> **WORK REQUEST**
Repeat each entry below exactly as it stands.

----------

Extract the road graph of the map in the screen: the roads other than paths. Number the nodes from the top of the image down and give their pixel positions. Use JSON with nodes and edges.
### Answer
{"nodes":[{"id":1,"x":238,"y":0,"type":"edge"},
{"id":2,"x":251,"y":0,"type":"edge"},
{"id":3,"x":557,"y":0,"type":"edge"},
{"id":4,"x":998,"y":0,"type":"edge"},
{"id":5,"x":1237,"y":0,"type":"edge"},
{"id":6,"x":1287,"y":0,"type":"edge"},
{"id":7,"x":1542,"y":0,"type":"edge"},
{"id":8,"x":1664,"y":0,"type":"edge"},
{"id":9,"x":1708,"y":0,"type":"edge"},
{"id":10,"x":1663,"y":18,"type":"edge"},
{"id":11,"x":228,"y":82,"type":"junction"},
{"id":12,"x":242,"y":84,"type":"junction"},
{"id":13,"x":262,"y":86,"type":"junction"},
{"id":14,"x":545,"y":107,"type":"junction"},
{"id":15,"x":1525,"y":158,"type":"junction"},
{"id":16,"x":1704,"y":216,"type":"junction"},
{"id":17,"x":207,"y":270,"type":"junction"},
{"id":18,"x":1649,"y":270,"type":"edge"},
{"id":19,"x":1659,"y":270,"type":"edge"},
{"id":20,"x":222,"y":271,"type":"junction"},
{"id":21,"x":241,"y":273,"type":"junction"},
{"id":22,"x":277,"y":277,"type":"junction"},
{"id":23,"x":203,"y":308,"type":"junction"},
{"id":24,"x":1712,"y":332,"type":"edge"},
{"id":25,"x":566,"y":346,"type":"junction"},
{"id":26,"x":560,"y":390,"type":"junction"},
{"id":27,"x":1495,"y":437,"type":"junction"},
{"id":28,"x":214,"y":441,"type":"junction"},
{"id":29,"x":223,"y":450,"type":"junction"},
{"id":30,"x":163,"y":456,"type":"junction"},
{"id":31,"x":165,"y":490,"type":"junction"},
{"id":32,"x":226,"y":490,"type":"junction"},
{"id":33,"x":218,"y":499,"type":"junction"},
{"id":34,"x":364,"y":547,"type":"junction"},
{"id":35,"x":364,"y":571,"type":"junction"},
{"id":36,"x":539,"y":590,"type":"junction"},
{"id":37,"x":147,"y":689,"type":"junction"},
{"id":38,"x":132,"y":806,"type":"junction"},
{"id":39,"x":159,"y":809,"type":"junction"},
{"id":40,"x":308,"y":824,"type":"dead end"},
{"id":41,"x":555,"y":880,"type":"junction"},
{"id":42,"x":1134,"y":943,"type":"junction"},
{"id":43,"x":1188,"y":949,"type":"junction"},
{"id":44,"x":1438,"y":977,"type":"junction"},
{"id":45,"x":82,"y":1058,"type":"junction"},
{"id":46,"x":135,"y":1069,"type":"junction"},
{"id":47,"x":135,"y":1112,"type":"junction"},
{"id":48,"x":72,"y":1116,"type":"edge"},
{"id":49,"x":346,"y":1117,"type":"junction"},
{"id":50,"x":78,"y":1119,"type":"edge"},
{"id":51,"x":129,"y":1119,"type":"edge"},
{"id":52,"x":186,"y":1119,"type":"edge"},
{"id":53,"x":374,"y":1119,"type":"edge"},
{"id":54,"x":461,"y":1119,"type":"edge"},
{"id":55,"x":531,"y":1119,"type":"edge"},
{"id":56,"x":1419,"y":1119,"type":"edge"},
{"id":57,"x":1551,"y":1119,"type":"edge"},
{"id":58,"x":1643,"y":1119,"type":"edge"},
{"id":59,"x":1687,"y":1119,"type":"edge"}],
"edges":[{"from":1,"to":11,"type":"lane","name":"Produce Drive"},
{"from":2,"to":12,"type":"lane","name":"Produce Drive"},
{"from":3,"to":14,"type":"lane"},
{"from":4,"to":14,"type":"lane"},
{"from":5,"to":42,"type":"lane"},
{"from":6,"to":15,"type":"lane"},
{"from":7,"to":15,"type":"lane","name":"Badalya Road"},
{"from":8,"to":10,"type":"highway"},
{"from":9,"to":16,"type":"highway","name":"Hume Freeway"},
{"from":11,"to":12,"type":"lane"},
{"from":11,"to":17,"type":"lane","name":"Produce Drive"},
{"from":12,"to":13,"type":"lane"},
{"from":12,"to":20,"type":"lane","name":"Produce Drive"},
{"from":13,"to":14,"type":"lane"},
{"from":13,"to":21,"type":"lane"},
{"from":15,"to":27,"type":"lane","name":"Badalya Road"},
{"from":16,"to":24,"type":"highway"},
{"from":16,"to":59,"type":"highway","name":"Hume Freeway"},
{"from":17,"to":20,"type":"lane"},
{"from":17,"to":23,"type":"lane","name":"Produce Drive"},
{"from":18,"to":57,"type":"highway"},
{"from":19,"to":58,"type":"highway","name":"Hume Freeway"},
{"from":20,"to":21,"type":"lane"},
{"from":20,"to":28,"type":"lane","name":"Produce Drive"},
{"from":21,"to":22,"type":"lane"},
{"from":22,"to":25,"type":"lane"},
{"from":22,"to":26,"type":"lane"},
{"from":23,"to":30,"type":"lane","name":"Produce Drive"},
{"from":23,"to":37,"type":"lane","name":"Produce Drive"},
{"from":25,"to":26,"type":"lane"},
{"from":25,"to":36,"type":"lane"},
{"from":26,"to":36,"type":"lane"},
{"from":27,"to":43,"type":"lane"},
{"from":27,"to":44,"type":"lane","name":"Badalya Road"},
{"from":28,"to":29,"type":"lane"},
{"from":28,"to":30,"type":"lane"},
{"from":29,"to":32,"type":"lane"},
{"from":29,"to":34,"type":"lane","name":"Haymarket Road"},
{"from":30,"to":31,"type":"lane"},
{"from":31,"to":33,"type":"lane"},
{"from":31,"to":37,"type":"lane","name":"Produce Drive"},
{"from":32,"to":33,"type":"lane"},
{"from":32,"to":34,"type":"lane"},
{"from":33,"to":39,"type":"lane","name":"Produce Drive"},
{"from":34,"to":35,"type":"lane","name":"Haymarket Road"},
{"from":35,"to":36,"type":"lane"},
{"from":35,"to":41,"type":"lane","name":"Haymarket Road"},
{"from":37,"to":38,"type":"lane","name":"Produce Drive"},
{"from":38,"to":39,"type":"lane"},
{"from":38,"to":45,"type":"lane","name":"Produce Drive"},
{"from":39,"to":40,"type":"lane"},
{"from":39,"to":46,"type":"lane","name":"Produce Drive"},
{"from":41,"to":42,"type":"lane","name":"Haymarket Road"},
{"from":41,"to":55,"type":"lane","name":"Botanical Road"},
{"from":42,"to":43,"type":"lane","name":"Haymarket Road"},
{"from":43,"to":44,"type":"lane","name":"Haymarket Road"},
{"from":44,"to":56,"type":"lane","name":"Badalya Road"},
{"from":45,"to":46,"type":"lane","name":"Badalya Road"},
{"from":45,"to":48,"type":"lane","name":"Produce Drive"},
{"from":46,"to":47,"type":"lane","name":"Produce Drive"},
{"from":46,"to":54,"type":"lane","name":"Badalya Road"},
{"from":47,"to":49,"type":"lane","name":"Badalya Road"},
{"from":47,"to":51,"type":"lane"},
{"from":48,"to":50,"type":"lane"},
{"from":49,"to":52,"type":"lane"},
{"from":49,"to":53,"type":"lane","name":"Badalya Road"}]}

----------

> **RESULT OF THE EXERCISE**
Extract the road graph of the map in the screen: the roads other than paths. Number the nodes from the top of the image down and give their pixel positions. Use JSON with nodes and edges.
### Answer
{"nodes":[{"id":1,"x":238,"y":0,"type":"edge"},
{"id":2,"x":251,"y":0,"type":"edge"},
{"id":3,"x":557,"y":0,"type":"edge"},
{"id":4,"x":998,"y":0,"type":"edge"},
{"id":5,"x":1237,"y":0,"type":"edge"},
{"id":6,"x":1287,"y":0,"type":"edge"},
{"id":7,"x":1542,"y":0,"type":"edge"},
{"id":8,"x":1664,"y":0,"type":"edge"},
{"id":9,"x":1708,"y":0,"type":"edge"},
{"id":10,"x":1663,"y":18,"type":"edge"},
{"id":11,"x":228,"y":82,"type":"junction"},
{"id":12,"x":242,"y":84,"type":"junction"},
{"id":13,"x":262,"y":86,"type":"junction"},
{"id":14,"x":545,"y":107,"type":"junction"},
{"id":15,"x":1525,"y":158,"type":"junction"},
{"id":16,"x":1704,"y":216,"type":"junction"},
{"id":17,"x":207,"y":270,"type":"junction"},
{"id":18,"x":1649,"y":270,"type":"edge"},
{"id":19,"x":1659,"y":270,"type":"edge"},
{"id":20,"x":222,"y":271,"type":"junction"},
{"id":21,"x":241,"y":273,"type":"junction"},
{"id":22,"x":277,"y":277,"type":"junction"},
{"id":23,"x":203,"y":308,"type":"junction"},
{"id":24,"x":1712,"y":332,"type":"edge"},
{"id":25,"x":566,"y":346,"type":"junction"},
{"id":26,"x":560,"y":390,"type":"junction"},
{"id":27,"x":1495,"y":437,"type":"junction"},
{"id":28,"x":214,"y":441,"type":"junction"},
{"id":29,"x":223,"y":450,"type":"junction"},
{"id":30,"x":163,"y":456,"type":"junction"},
{"id":31,"x":165,"y":490,"type":"junction"},
{"id":32,"x":226,"y":490,"type":"junction"},
{"id":33,"x":218,"y":499,"type":"junction"},
{"id":34,"x":364,"y":547,"type":"junction"},
{"id":35,"x":364,"y":571,"type":"junction"},
{"id":36,"x":539,"y":590,"type":"junction"},
{"id":37,"x":147,"y":689,"type":"junction"},
{"id":38,"x":132,"y":806,"type":"junction"},
{"id":39,"x":159,"y":809,"type":"junction"},
{"id":40,"x":308,"y":824,"type":"dead end"},
{"id":41,"x":555,"y":880,"type":"junction"},
{"id":42,"x":1134,"y":943,"type":"junction"},
{"id":43,"x":1188,"y":949,"type":"junction"},
{"id":44,"x":1438,"y":977,"type":"junction"},
{"id":45,"x":82,"y":1058,"type":"junction"},
{"id":46,"x":135,"y":1069,"type":"junction"},
{"id":47,"x":135,"y":1112,"type":"junction"},
{"id":48,"x":72,"y":1116,"type":"edge"},
{"id":49,"x":346,"y":1117,"type":"junction"},
{"id":50,"x":78,"y":1119,"type":"edge"},
{"id":51,"x":129,"y":1119,"type":"edge"},
{"id":52,"x":186,"y":1119,"type":"edge"},
{"id":53,"x":374,"y":1119,"type":"edge"},
{"id":54,"x":461,"y":1119,"type":"edge"},
{"id":55,"x":531,"y":1119,"type":"edge"},
{"id":56,"x":1419,"y":1119,"type":"edge"},
{"id":57,"x":1551,"y":1119,"type":"edge"},
{"id":58,"x":1643,"y":1119,"type":"edge"},
{"id":59,"x":1687,"y":1119,"type":"edge"}],
"edges":[{"from":1,"to":11,"type":"lane","name":"Produce Drive"},
{"from":2,"to":12,"type":"lane","name":"Produce Drive"},
{"from":3,"to":14,"type":"lane"},
{"from":4,"to":14,"type":"lane"},
{"from":5,"to":42,"type":"lane"},
{"from":6,"to":15,"type":"lane"},
{"from":7,"to":15,"type":"lane","name":"Badalya Road"},
{"from":8,"to":10,"type":"highway"},
{"from":9,"to":16,"type":"highway","name":"Hume Freeway"},
{"from":11,"to":12,"type":"lane"},
{"from":11,"to":17,"type":"lane","name":"Produce Drive"},
{"from":12,"to":13,"type":"lane"},
{"from":12,"to":20,"type":"lane","name":"Produce Drive"},
{"from":13,"to":14,"type":"lane"},
{"from":13,"to":21,"type":"lane"},
{"from":15,"to":27,"type":"lane","name":"Badalya Road"},
{"from":16,"to":24,"type":"highway"},
{"from":16,"to":59,"type":"highway","name":"Hume Freeway"},
{"from":17,"to":20,"type":"lane"},
{"from":17,"to":23,"type":"lane","name":"Produce Drive"},
{"from":18,"to":57,"type":"highway"},
{"from":19,"to":58,"type":"highway","name":"Hume Freeway"},
{"from":20,"to":21,"type":"lane"},
{"from":20,"to":28,"type":"lane","name":"Produce Drive"},
{"from":21,"to":22,"type":"lane"},
{"from":22,"to":25,"type":"lane"},
{"from":22,"to":26,"type":"lane"},
{"from":23,"to":30,"type":"lane","name":"Produce Drive"},
{"from":23,"to":37,"type":"lane","name":"Produce Drive"},
{"from":25,"to":26,"type":"lane"},
{"from":25,"to":36,"type":"lane"},
{"from":26,"to":36,"type":"lane"},
{"from":27,"to":43,"type":"lane"},
{"from":27,"to":44,"type":"lane","name":"Badalya Road"},
{"from":28,"to":29,"type":"lane"},
{"from":28,"to":30,"type":"lane"},
{"from":29,"to":32,"type":"lane"},
{"from":29,"to":34,"type":"lane","name":"Haymarket Road"},
{"from":30,"to":31,"type":"lane"},
{"from":31,"to":33,"type":"lane"},
{"from":31,"to":37,"type":"lane","name":"Produce Drive"},
{"from":32,"to":33,"type":"lane"},
{"from":32,"to":34,"type":"lane"},
{"from":33,"to":39,"type":"lane","name":"Produce Drive"},
{"from":34,"to":35,"type":"lane","name":"Haymarket Road"},
{"from":35,"to":36,"type":"lane"},
{"from":35,"to":41,"type":"lane","name":"Haymarket Road"},
{"from":37,"to":38,"type":"lane","name":"Produce Drive"},
{"from":38,"to":39,"type":"lane"},
{"from":38,"to":45,"type":"lane","name":"Produce Drive"},
{"from":39,"to":40,"type":"lane"},
{"from":39,"to":46,"type":"lane","name":"Produce Drive"},
{"from":41,"to":42,"type":"lane","name":"Haymarket Road"},
{"from":41,"to":55,"type":"lane","name":"Botanical Road"},
{"from":42,"to":43,"type":"lane","name":"Haymarket Road"},
{"from":43,"to":44,"type":"lane","name":"Haymarket Road"},
{"from":44,"to":56,"type":"lane","name":"Badalya Road"},
{"from":45,"to":46,"type":"lane","name":"Badalya Road"},
{"from":45,"to":48,"type":"lane","name":"Produce Drive"},
{"from":46,"to":47,"type":"lane","name":"Produce Drive"},
{"from":46,"to":54,"type":"lane","name":"Badalya Road"},
{"from":47,"to":49,"type":"lane","name":"Badalya Road"},
{"from":47,"to":51,"type":"lane"},
{"from":48,"to":50,"type":"lane"},
{"from":49,"to":52,"type":"lane"},
{"from":49,"to":53,"type":"lane","name":"Badalya Road"}]}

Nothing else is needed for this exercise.